Task item -
From the entries below, gather each line containing the word "parks".

Material for this task -
== == ==
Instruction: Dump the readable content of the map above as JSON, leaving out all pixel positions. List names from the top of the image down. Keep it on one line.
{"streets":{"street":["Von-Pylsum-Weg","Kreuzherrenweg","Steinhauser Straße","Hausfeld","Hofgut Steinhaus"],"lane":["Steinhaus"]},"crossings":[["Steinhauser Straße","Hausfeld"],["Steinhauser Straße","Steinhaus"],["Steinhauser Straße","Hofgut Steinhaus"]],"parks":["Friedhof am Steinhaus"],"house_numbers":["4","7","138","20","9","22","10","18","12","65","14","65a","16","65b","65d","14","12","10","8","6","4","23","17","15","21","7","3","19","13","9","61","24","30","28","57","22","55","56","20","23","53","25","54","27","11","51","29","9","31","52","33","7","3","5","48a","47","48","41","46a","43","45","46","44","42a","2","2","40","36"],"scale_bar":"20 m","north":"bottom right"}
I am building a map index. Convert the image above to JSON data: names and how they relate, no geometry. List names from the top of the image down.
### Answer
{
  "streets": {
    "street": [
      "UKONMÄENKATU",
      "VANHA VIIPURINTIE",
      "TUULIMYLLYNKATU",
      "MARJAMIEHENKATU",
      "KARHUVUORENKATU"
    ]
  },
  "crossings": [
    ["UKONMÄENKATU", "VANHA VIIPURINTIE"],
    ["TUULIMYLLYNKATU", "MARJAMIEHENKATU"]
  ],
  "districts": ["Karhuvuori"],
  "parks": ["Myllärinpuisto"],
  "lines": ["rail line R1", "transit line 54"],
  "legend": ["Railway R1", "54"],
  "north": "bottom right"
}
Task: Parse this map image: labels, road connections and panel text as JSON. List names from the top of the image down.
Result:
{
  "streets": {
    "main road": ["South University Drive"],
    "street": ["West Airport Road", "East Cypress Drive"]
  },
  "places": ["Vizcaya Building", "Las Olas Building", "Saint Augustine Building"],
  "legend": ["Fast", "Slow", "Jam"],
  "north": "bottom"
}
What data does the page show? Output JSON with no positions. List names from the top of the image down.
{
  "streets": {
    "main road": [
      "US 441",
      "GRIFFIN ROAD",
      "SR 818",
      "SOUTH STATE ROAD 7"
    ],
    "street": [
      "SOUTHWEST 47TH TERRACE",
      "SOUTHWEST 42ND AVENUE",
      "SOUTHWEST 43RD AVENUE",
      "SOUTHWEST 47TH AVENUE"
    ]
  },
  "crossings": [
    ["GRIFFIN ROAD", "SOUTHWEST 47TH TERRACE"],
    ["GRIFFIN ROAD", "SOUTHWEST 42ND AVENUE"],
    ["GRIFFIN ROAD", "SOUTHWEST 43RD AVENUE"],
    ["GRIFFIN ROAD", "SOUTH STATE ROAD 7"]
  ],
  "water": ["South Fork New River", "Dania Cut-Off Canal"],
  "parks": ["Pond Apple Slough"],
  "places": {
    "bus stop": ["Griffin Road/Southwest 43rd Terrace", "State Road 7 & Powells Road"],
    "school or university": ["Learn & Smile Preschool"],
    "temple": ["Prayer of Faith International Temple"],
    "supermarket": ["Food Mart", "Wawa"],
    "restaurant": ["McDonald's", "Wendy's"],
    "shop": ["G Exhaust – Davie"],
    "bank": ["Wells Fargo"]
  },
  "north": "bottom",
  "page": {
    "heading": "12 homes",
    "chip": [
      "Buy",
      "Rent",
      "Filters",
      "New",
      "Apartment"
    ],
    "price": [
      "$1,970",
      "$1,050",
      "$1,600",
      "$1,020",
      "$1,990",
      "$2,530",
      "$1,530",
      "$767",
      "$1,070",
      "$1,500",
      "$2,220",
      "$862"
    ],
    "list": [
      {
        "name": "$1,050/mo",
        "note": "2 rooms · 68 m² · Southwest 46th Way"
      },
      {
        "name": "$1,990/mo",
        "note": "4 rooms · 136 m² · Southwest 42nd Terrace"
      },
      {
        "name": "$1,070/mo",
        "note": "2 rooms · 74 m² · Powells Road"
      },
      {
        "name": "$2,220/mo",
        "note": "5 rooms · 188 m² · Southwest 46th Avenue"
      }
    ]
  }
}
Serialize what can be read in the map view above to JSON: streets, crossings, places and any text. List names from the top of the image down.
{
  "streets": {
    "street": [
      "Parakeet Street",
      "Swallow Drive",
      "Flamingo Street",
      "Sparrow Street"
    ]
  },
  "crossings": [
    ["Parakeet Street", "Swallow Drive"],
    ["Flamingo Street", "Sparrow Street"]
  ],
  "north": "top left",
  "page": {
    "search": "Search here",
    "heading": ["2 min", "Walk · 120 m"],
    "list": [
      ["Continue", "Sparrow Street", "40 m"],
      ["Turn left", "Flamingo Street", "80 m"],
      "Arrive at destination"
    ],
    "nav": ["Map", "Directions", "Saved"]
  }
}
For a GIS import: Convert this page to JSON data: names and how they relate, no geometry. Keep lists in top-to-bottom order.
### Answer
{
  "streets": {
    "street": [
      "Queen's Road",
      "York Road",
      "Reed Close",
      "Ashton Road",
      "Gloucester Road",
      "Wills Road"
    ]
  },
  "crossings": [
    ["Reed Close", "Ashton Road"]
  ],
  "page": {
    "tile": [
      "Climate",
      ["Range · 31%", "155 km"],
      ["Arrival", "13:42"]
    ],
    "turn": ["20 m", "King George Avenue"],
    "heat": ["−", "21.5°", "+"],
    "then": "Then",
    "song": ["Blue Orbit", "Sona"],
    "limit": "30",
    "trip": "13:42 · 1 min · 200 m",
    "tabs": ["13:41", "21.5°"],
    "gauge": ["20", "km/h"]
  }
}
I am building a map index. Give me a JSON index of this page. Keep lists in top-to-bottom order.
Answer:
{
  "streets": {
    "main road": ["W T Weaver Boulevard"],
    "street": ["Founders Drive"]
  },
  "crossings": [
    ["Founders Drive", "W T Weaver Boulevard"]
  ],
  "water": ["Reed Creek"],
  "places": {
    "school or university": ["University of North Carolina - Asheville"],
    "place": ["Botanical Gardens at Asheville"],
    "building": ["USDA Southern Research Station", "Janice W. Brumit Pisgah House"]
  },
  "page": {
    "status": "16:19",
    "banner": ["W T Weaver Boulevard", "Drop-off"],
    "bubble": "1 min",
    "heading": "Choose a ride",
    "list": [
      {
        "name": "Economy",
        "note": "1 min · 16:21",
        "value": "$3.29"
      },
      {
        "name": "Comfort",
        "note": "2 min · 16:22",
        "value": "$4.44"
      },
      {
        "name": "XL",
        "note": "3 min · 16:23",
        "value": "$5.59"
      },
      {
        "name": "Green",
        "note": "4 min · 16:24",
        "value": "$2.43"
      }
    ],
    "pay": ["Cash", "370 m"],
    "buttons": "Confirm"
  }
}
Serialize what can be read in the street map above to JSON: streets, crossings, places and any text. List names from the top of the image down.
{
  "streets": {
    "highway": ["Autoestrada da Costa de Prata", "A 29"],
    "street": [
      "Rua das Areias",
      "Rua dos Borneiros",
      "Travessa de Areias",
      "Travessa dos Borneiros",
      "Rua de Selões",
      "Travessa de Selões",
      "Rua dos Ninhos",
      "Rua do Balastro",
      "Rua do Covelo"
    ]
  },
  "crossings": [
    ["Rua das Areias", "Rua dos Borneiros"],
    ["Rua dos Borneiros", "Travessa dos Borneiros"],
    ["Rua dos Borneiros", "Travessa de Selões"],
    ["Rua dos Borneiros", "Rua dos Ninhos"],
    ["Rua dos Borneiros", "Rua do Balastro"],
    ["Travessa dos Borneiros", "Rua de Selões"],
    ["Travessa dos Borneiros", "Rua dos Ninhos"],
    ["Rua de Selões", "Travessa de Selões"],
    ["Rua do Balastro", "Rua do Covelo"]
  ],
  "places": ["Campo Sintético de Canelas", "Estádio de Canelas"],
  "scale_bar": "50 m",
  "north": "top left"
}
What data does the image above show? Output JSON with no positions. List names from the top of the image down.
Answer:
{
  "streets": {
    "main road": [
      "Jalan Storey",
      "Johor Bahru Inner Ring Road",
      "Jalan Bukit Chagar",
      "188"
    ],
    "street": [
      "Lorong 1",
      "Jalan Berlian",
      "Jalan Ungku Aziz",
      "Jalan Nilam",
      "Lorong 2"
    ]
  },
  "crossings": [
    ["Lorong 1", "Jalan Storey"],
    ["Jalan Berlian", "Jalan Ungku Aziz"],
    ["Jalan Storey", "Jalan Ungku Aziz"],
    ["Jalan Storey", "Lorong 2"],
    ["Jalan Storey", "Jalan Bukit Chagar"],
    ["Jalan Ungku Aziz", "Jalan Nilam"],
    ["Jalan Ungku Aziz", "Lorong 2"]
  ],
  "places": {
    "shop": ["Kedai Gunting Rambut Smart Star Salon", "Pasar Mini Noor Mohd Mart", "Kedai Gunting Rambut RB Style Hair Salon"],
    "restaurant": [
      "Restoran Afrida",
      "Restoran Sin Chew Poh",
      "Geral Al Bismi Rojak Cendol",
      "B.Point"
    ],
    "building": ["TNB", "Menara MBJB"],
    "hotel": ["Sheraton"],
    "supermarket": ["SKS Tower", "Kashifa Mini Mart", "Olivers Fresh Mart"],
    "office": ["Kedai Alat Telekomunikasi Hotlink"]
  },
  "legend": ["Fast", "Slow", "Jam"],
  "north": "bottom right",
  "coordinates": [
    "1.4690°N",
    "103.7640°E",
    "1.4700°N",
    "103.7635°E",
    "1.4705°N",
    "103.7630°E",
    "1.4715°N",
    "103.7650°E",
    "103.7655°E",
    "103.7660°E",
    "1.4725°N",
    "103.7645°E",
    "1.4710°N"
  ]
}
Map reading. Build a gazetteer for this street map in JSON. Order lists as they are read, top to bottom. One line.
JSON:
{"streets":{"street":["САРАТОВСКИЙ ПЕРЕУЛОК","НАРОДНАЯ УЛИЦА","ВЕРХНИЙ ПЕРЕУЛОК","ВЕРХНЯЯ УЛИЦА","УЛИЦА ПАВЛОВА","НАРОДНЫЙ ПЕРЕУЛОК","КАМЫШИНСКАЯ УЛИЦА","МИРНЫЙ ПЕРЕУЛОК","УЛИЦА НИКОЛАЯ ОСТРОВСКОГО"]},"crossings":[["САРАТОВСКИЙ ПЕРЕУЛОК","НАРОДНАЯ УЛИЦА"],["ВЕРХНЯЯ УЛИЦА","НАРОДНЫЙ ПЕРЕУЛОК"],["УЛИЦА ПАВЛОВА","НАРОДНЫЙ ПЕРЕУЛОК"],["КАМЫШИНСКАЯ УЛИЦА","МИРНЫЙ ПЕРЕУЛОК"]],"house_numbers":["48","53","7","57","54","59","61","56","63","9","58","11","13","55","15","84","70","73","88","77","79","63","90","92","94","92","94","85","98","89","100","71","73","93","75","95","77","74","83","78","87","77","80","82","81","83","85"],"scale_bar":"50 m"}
== == ==
Task response -
{"streets":{"street":["Von-Pylsum-Weg","Kreuzherrenweg","Steinhauser Straße","Hausfeld","Hofgut Steinhaus"],"lane":["Steinhaus"]},"crossings":[["Steinhauser Straße","Hausfeld"],["Steinhauser Straße","Steinhaus"],["Steinhauser Straße","Hofgut Steinhaus"]],"parks":["Friedhof am Steinhaus"],"house_numbers":["4","7","138","20","9","22","10","18","12","65","14","65a","16","65b","65d","14","12","10","8","6","4","23","17","15","21","7","3","19","13","9","61","24","30","28","57","22","55","56","20","23","53","25","54","27","11","51","29","9","31","52","33","7","3","5","48a","47","48","41","46a","43","45","46","44","42a","2","2","40","36"],"scale_bar":"20 m","north":"bottom right"}
  "parks": ["Myllärinpuisto"],
  "parks": ["Pond Apple Slough"],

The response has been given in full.